More soggy conditions in 2011 – Christopher Joye

Another opinion piece on the short term future of the property market I thought was worth sharing. This one from Christopher Joye. It's an interesting article for a couple of reasons...

Firstly, Joye's key predictions that:

  • once the RBA’s current tightening cycle ends, fundamentals (rising incomes & tight supply) will rapidly reassert themselves via an unprecedented housing construction boom underpinned by solid, through-the-cycle capital gains.
  • but we can expect weakness over the next 12 months if the RBA fulfils the consensus economist’s expectation of 3-4 cash rate hikes.
  • this will likely lead to nominal and real dwelling price declines, which is no bad thing and would help dismiss the myth that asset prices always rise.
  • looking ahead, 2011 will afford astute investors some attractive buying opportunities as stress levels rise.

Secondly, pictures tell a thousand words! Its worth checking out all the charts on:

  • the relationship between house prices and interest rates (below)

House Prices versus Interest Rate_RP Data_to Jan 10

  • ‘partial’ indicators like the stock of unsold homes available for sale (supply),
  • the average time between listing and sale - the amount by which vendors have to discount their homes below the list price in order to effect a sale, and
  • auction clearance rates

I love graphs.

If you think it may be a bit too premature to be throwing words like "boom" and "housing" around in the same sentence, then Joye qualifies his bone fides by making a point of noting...

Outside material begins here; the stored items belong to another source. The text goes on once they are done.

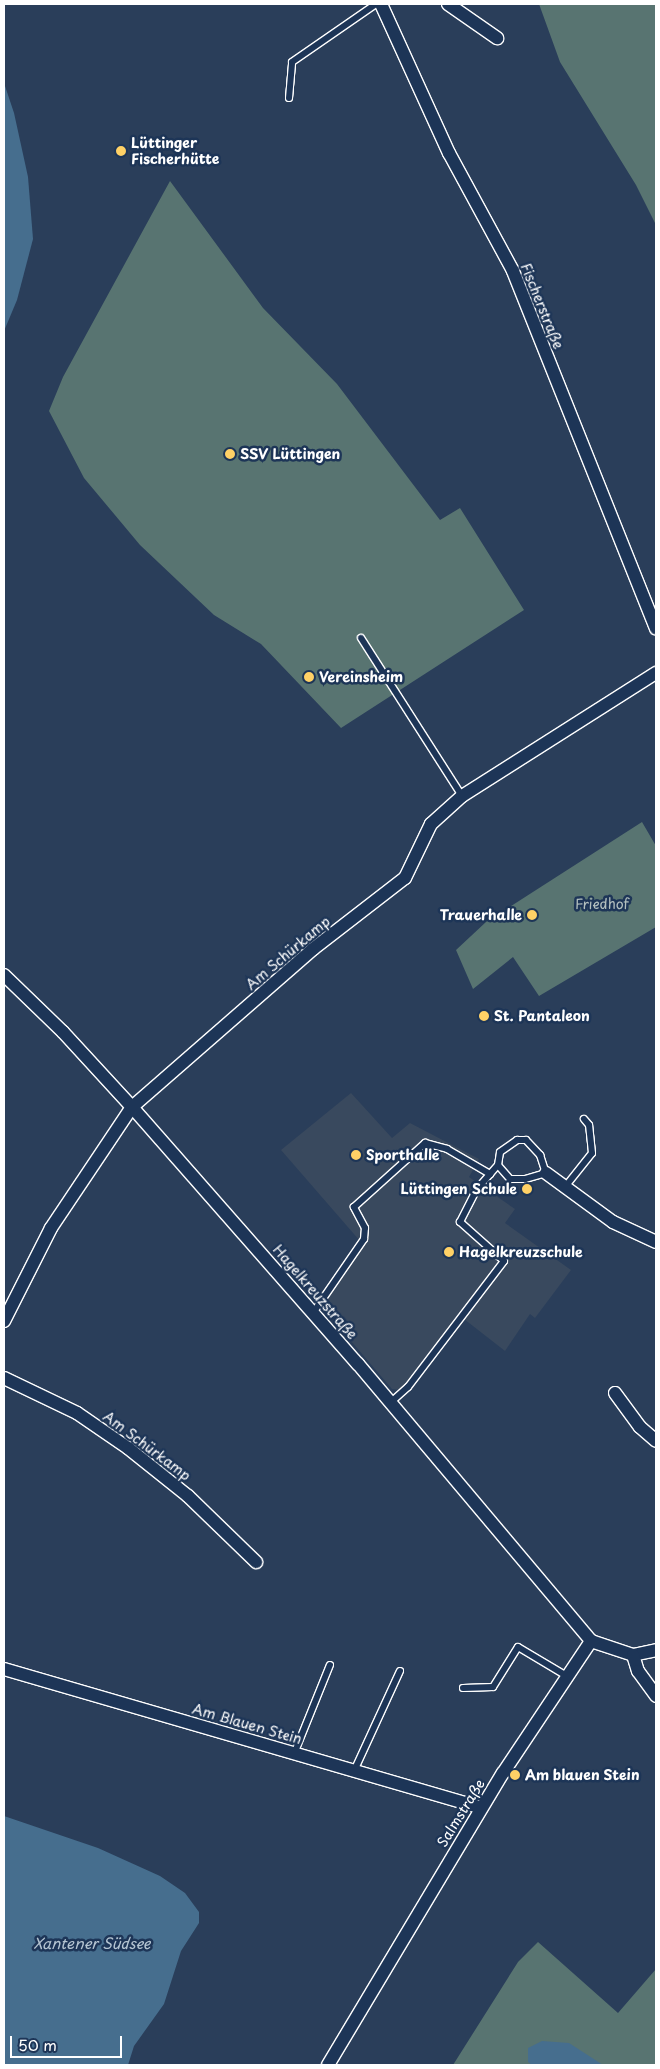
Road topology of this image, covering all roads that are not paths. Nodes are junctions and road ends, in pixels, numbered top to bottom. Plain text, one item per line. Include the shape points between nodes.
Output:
1 (376, 4) edge
2 (381, 4) edge
3 (448, 4) edge
4 (497, 38) dead end
5 (289, 98) dead end
6 (656, 628) edge
7 (361, 638) dead end
8 (656, 673) edge
9 (462, 796) junction
10 (4, 976) edge
11 (132, 1107) junction
12 (584, 1119) dead end
13 (498, 1165) junction
14 (546, 1173) junction
15 (490, 1174) junction
16 (565, 1187) junction
17 (656, 1242) edge
18 (313, 1313) junction
19 (4, 1321) edge
20 (4, 1378) edge
21 (614, 1393) dead end
22 (390, 1404) junction
23 (656, 1441) edge
24 (256, 1562) dead end
25 (591, 1641) junction
26 (656, 1650) edge
27 (634, 1655) junction
28 (330, 1665) dead end
29 (4, 1669) edge
30 (400, 1671) dead end
31 (565, 1675) junction
32 (463, 1688) dead end
33 (656, 1696) edge
34 (294, 1754) junction
35 (354, 1771) junction
36 (481, 1808) junction
37 (328, 2065) edge

1 - 5 lane via 292,62
2 - 6 street, Fischerstraße via 450,153 513,271
3 - 4 street
7 - 9 lane
8 - 9 street, Am Schürkamp
9 - 11 street, Am Schürkamp via 431,824 405,878 313,949
10 - 11 street, Hagelkreuzstraße via 63,1032
11 - 18 street, Hagelkreuzstraße
11 - 19 street, Am Schürkamp via 51,1228
12 - 16 lane via 589,1125 592,1153
13 - 14 lane via 510,1179
13 - 14 lane via 500,1152 517,1140 526,1140 540,1155
13 - 15 lane
14 - 16 street
15 - 18 lane via 446,1149 425,1143 354,1207 364,1228 364,1239
15 - 22 lane via 477,1189 460,1222 504,1261 408,1387
16 - 17 street via 613,1222
18 - 22 street, Hagelkreuzstraße
20 - 24 street, Am Schürkamp via 77,1413 128,1448 188,1496
21 - 23 street via 640,1427
22 - 25 street, Hagelkreuzstraße
25 - 27 street
25 - 31 street, Salmstraße
26 - 27 street
27 - 33 street via 638,1671
28 - 34 lane
29 - 34 street, Am Blauen Stein
30 - 35 lane
31 - 32 lane via 518,1647 493,1687
31 - 36 street, Salmstraße
34 - 35 street, Am Blauen Stein
35 - 36 street, Am Blauen Stein
36 - 37 street, Salmstraße

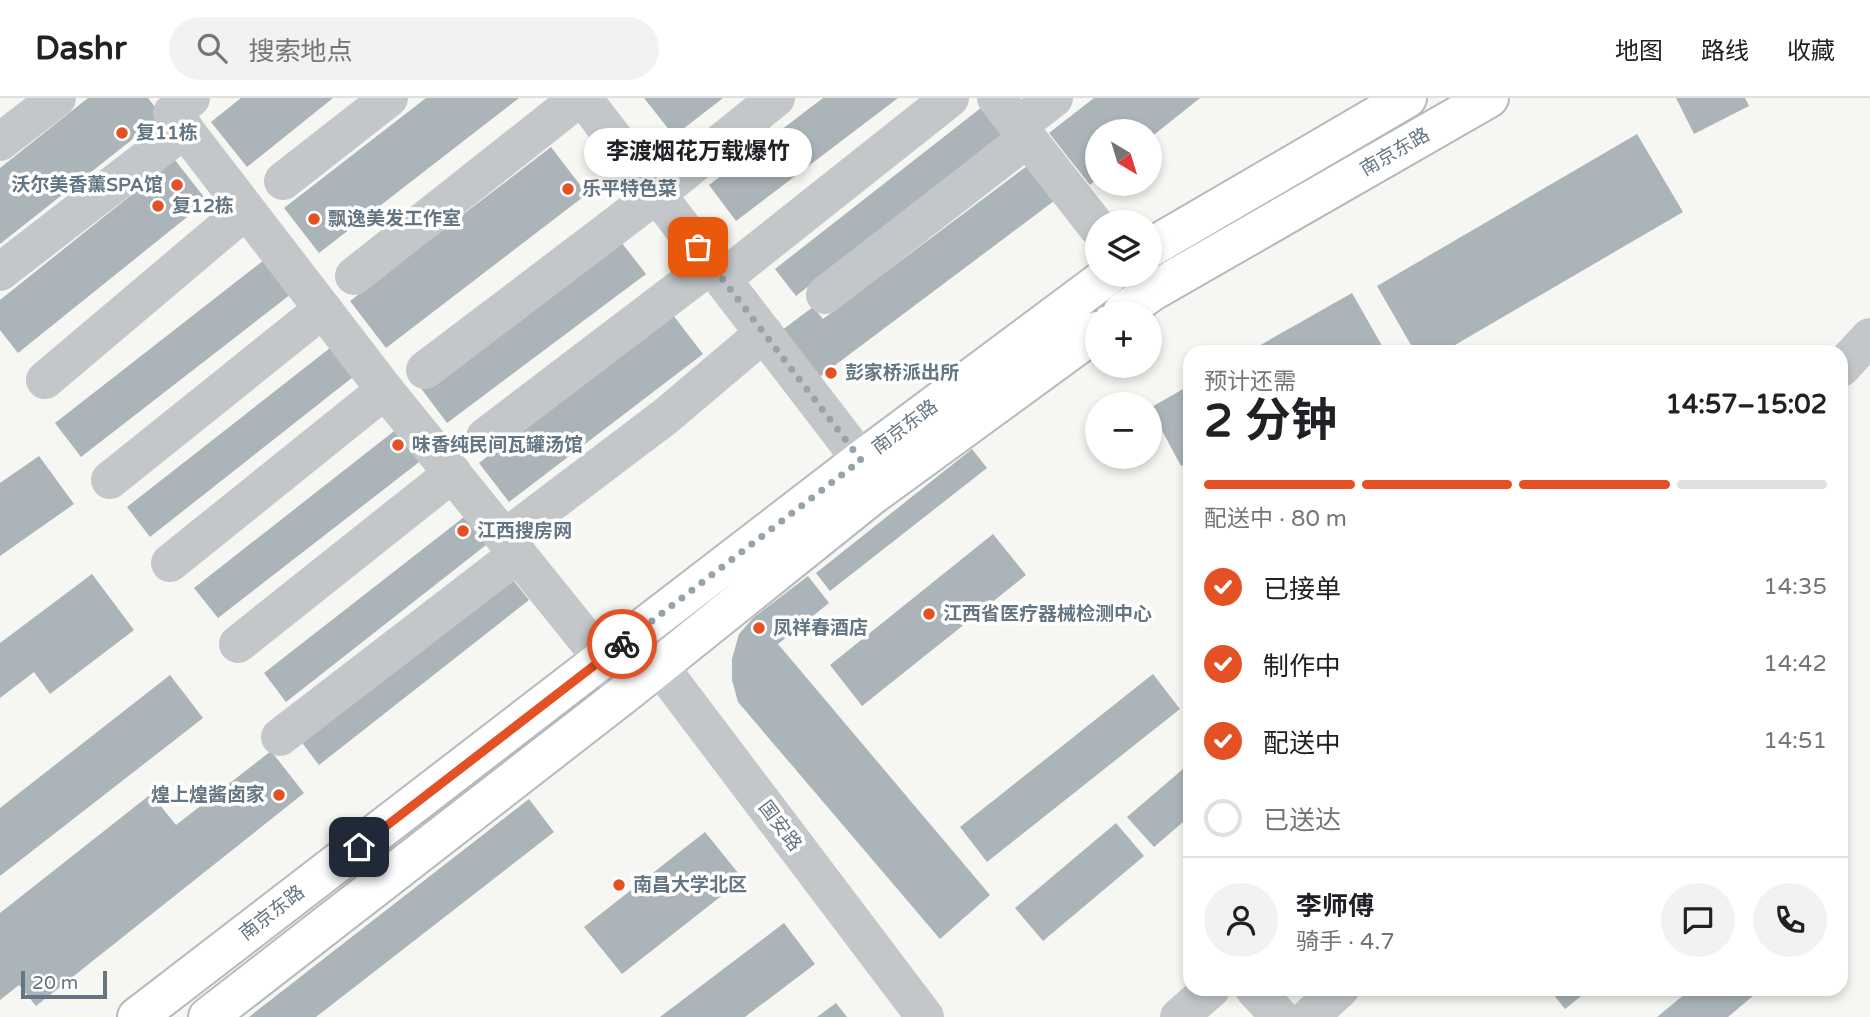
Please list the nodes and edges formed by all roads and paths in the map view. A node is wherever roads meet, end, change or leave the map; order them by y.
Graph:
1 (57, 98) edge
2 (389, 98) edge
3 (581, 98) edge
4 (776, 98) edge
5 (950, 98) edge
6 (1054, 98) edge
7 (1407, 98) edge
8 (1489, 98) edge
9 (188, 113) edge
10 (1014, 121) edge
11 (0, 142) edge
12 (283, 181) dead end
13 (657, 194) junction
14 (246, 210) junction
15 (1085, 212) edge
16 (1162, 241) edge
17 (0, 272) edge
18 (717, 272) junction
19 (354, 276) dead end
20 (1093, 287) edge
21 (825, 295) dead end
22 (1139, 301) edge
23 (323, 309) junction
24 (764, 333) junction
25 (1085, 340) edge
26 (425, 370) dead end
27 (46, 380) dead end
28 (385, 390) junction
29 (485, 437) dead end
30 (861, 460) junction
31 (453, 473) junction
32 (110, 480) dead end
33 (512, 546) junction
34 (170, 563) dead end
35 (635, 635) junction
36 (237, 644) dead end
37 (603, 659) junction
38 (659, 665) junction
39 (628, 691) junction
40 (280, 737) dead end
41 (1203, 996) edge
42 (1260, 996) edge
43 (1332, 996) edge
44 (137, 1017) edge
45 (208, 1017) edge
46 (925, 1017) edge
47 (1179, 1017) edge
48 (1280, 1017) edge
49 (1309, 1017) edge

1 - 11 street
2 - 12 street
3 - 13 street
3 - 19 street
4 - 13 street
5 - 18 street
6 - 10 street
7 - 16 main road, 南京东路
8 - 22 main road, 南京东路
9 - 14 street
9 - 17 street
10 - 15 street
10 - 21 street
13 - 18 street
13 - 26 street
14 - 23 street
14 - 27 street
18 - 24 street
18 - 29 street
20 - 30 main road, 南京东路
23 - 28 street
23 - 32 street
24 - 30 street
24 - 33 street
25 - 38 main road, 南京东路
28 - 31 street
28 - 34 street
30 - 35 main road, 南京东路
31 - 33 street
31 - 36 street
33 - 37 street
33 - 40 street
35 - 37 main road, 南京东路
35 - 38 street, 国安路
37 - 39 street
37 - 44 main road, 南京东路
38 - 39 main road, 南京东路
38 - 46 street, 国安路
39 - 45 main road, 南京东路
41 - 47 street
42 - 48 street
43 - 49 street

"We got 2008 right by projecting only trivial national nominal dwelling price declines. According to our market-leading hedonic index, the actual peak-to-trough correction was slightly less than four per cent. In late 2008 we stated that we thought the 2009 recovery would surprise on the upside, as it did. And we got a little ahead of the curve with our projected 2010 soft-landing, which we thought would come near the start of 2010 rather than in the second quarter."